I am a chronic “do-er.” I am a classic type A extrovert. I want to be involved in everything, and in general, I want to be in charge of it. I want to organize and plan and strategize and do it all perfectly. I want to be around people constantly, and if I could be involved in EVERYTHING, I probably would be.
At least, the old Ariel was like that.
Back in high school, I joined it all. From color guard to student council to key club to the school play — I really honestly enjoyed doing it all. When I got to university, this habit continued. I led devotionals for my floor and worked part time, attended all the different events and activities, and still managed to pull off a trophy for being the outstanding graduate in my major. During those four years, though, I found myself overwhelmed by all I had to do, and many times I was forced to pull all-nighters. I rationalized —I was 20 and everyone pulled all nighters, so I didn’t see that as a bad thing.
I moved to Portugal at 23, and it all began again. I was teaching at an international school and began volunteering with Young Life. I filled my time with friends and women’s groups and serving in different ways at church. And then I met the boy, and my time filled up even more.
Let’s flash forward ten years. 33 year old Ariel has three kids, 3 and under. She’s working full time, barely sleeping and still trying to be involved in everything. She meets with her mentors weekly; she is part of a Bible study; she helps lead a small group; she leads the Toddler ministry at church; she serves on the worship team; she tries to still be present for her friends, her kids, her husband.
And she is FAILING.
I was struggling to do anything well at all. I tried to do it all, and I just couldn’t. So, when I was listening to a Priscilla Shirer podcast one day and she said this:
“I will seek to devote the best of myself, my time and my talents to the primary roles that the Lord has entrusted to me in this season of my life.”Priscilla Shirer, Resolutions for Women “My Best” Podcast
I was like — whoa, now. Wait. Hold up. That is what I should be doing. The PRIMARY roles I have been placed in — for THIS season of my life. I started to pray and think about what that meant.
I was a wife. I was a mom. And honestly, those roles are the most important callings I have right now. If I was too exhausted by all other activities I was involved in — even if they were good things — to be a good wife and mom, then I was doing it all wrong.
You see, we live in a culture where being busy is valued. To be involved in everything, to serve everywhere, to do it all — it’s a good thing. But if it means that I am sacrificing the primary responsibilities in my life in order to get all the other things done, it is absolutely not a good thing. And honestly, I’d go so far to say it’s sinful.
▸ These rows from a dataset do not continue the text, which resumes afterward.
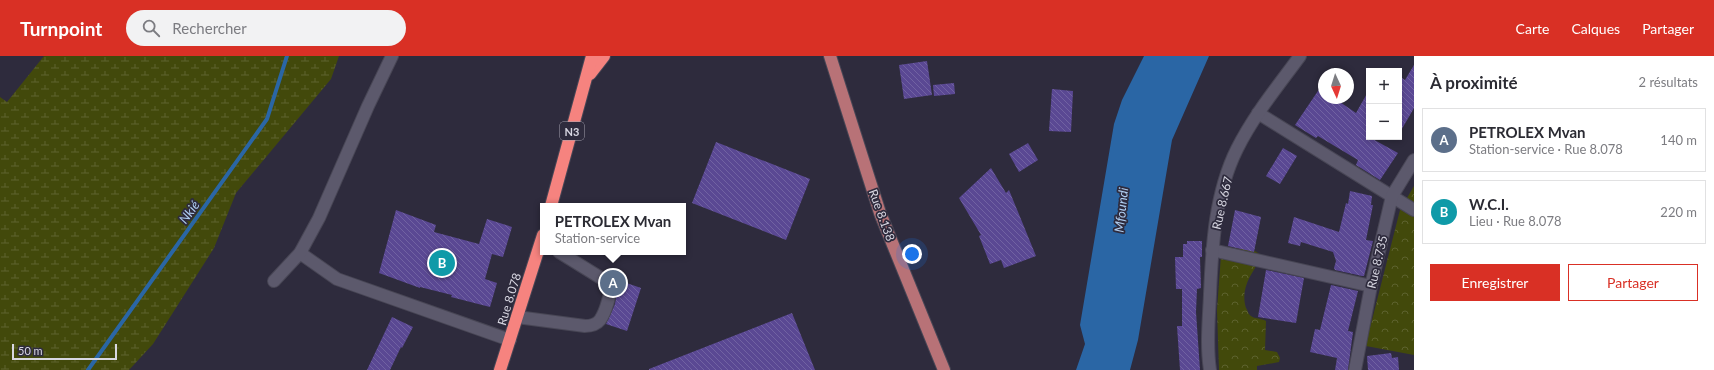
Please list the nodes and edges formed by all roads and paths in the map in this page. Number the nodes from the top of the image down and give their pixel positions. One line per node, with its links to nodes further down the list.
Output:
1 (392, 56): 14 (street)
2 (592, 56): 6 (highway, N3)
3 (604, 56): 6 (highway)
4 (830, 56): 21 (main road, Rue 8.138)
5 (1300, 56): 7 (street, Rue 8.667)
6 (586, 80): 10 (highway, N3)
7 (1258, 113): 9 (street); 13 (street, Rue 8.667)
8 (1414, 160): 9 (street, Rue 8.735)
9 (1392, 196): 11 (street); 17 (street, Rue 8.735)
10 (552, 203)
11 (1414, 210)
12 (540, 246): 18 (highway, Rue 8.078)
13 (1212, 250): 17 (street); 22 (street, Rue 8.667)
14 (300, 253): 16 (street); 19 (street)
15 (564, 255): 18 (street)
16 (274, 281)
17 (1371, 286): 23 (street, Rue 8.735)
18 (517, 317): 19 (highway, Rue 8.078)
19 (510, 340): 20 (highway, Rue 8.078)
20 (500, 370)
21 (944, 370)
22 (1210, 370)
23 (1355, 370)

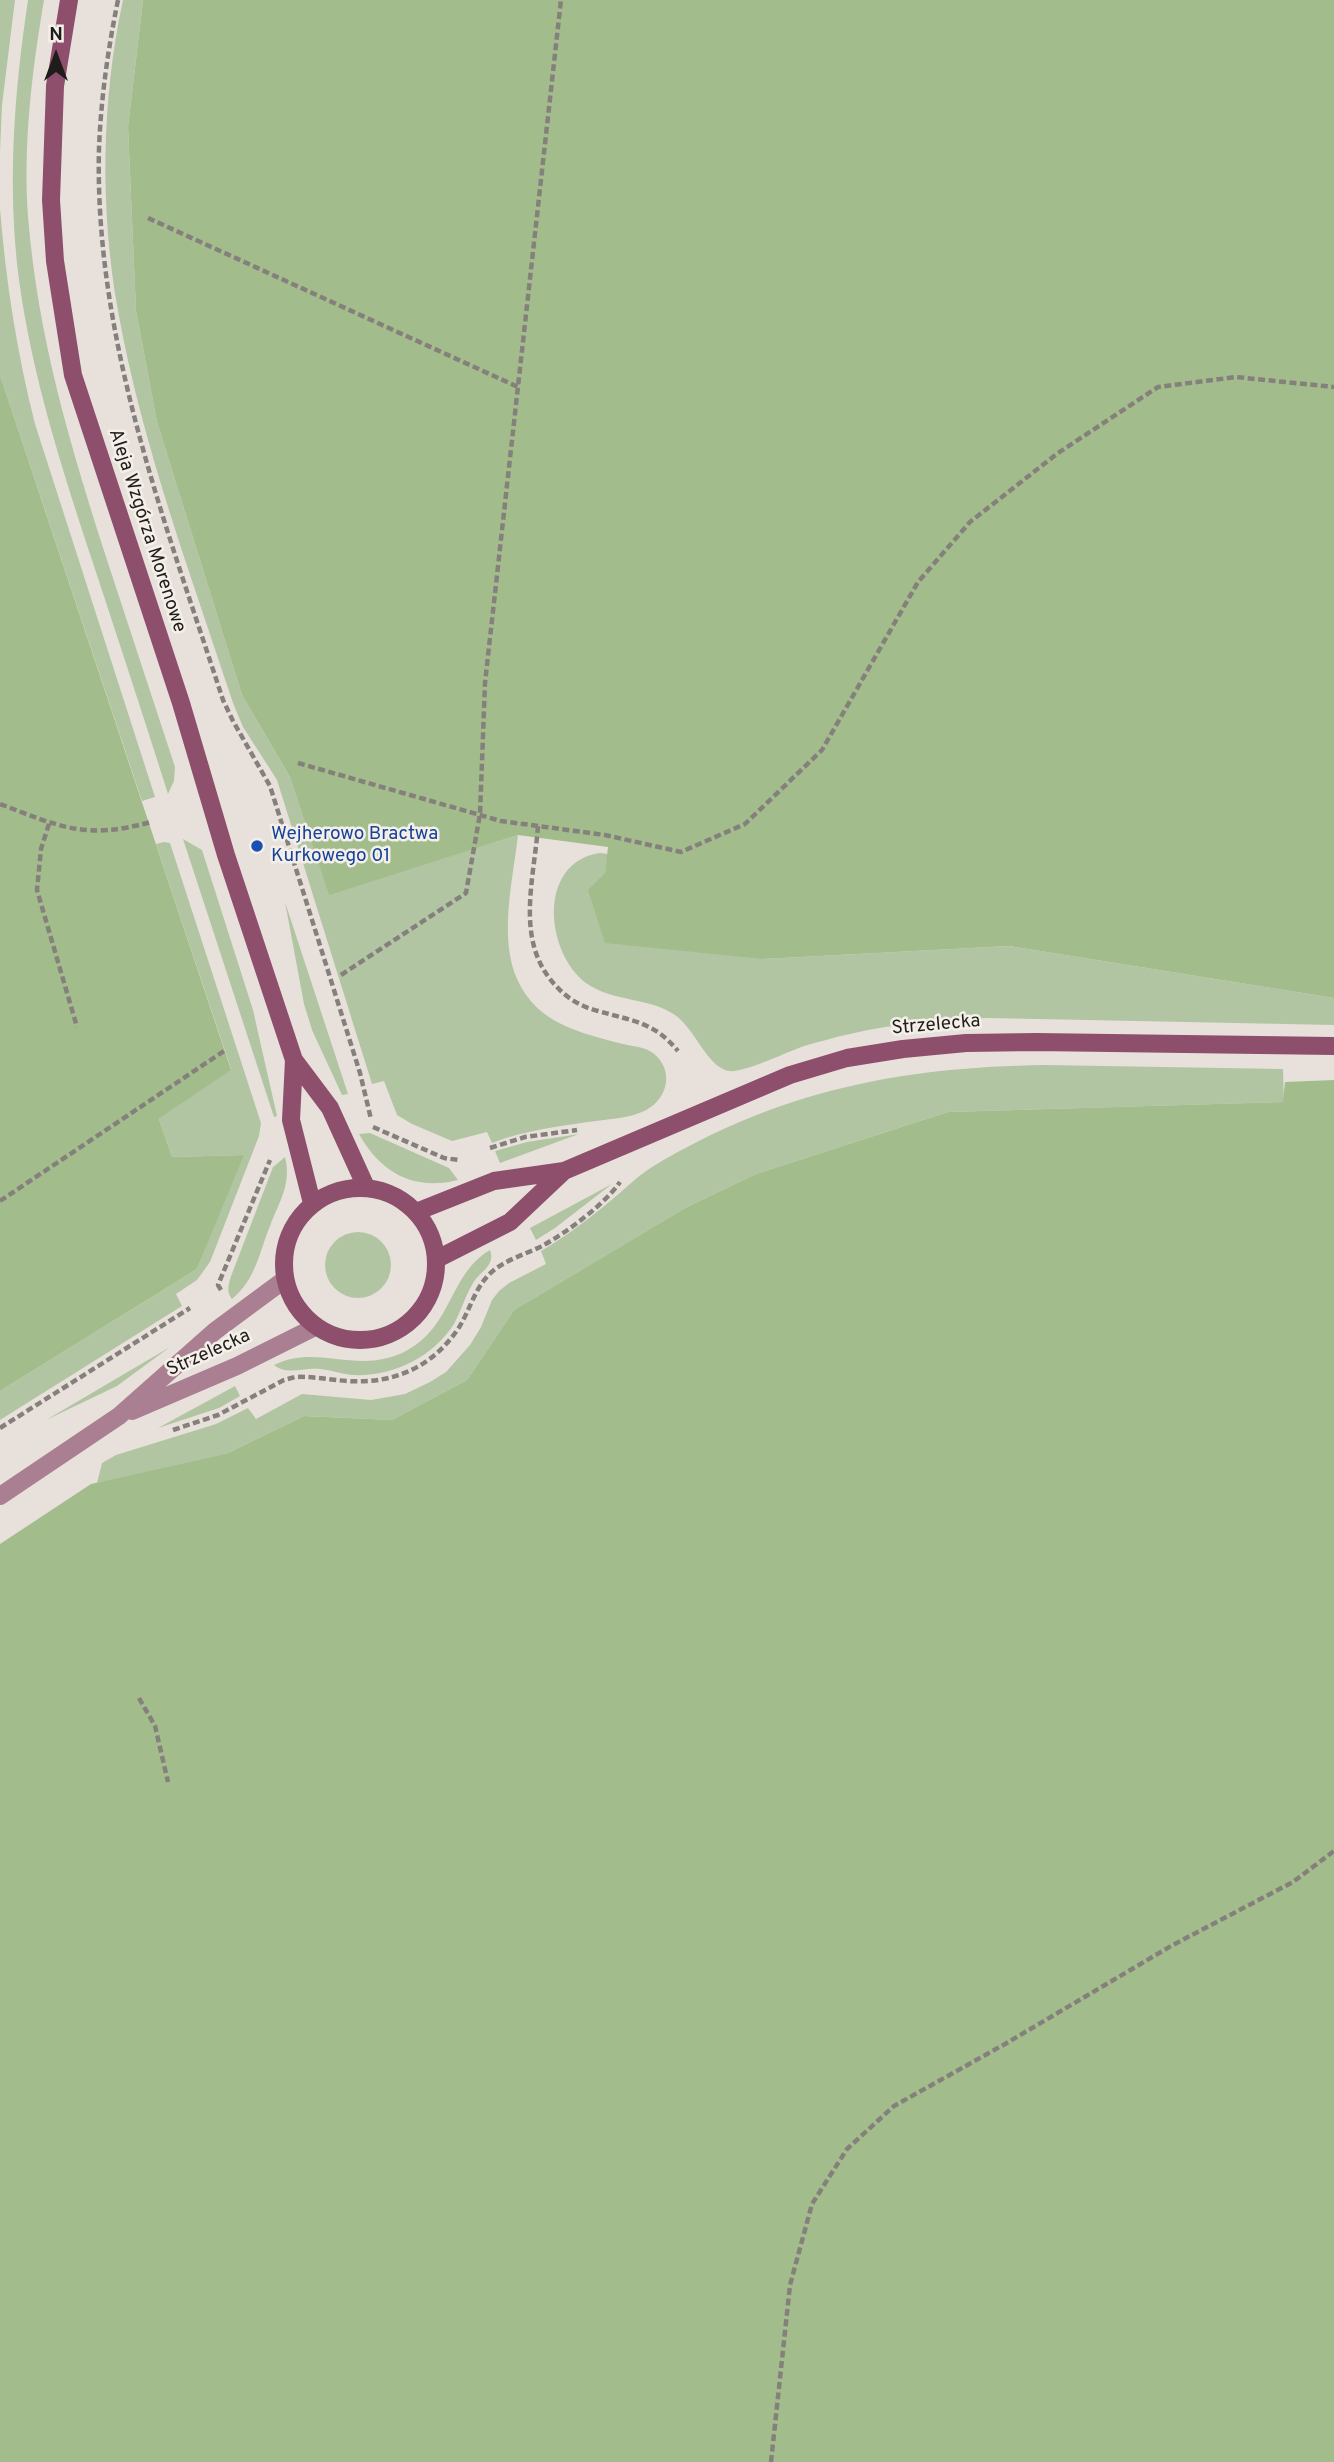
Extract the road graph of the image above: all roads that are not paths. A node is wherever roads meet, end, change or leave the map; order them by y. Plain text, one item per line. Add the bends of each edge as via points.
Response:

And so, thoroughly convicted, I started chiseling away at things.
My role as a wife is crucial. So, we still meet with our mentors weekly. It is a sweet, special time, and it has made a huge difference in the way my husband and I communicate. We have made time for dates, as often as possible, striking up a deal with our dear “Tia.” We trade dinner one night for one night of babysitting — win, win because we get to be with our sweet friend and still get a date night! We read books and talk about them. We try to connect as often as possible, with three tiny, needy people surrounding us.
I am a mother. To those tiny, needy people I mentioned. They are young and they need me so much more than they might need me at a later stage in life. My job now is to raise them; show them attention and affection and love; teach them how to eat properly and play ball with them; read books with them and take them on walks; teach them about God and how much he loves them and make lasting and treasured memories. So, that’s what I try to do. Saturdays are sacred family days. We usually start it at the beach and try to be as intentional with that bonding time as possible.
I am still a part of a small group that meets twice a month. I do still serve in the toddler ministry at church. But other than that, I’ve cut it all out for now, and you know what, I’m so glad I did! To be so busy, for me, was not okay.
I am too much of a Martha sometimes, and I am grateful for the wake up call that persuaded me to find my inner Mary.
Maybe you don’t struggle with this, and kudos to you! But, if you do, and you are feeling stretched thin and that you can’t do it all without messing everything up — please, know that it doesn’t have to be that way! Figure out your primary roles for this season life, and devote yourself to those. And find the peace and calm the Lord brings about in the process.
I still don’t sleep very much, but hey, it IS just a season.
p.s. No, it’s not me in the photo. But I dig her highlights.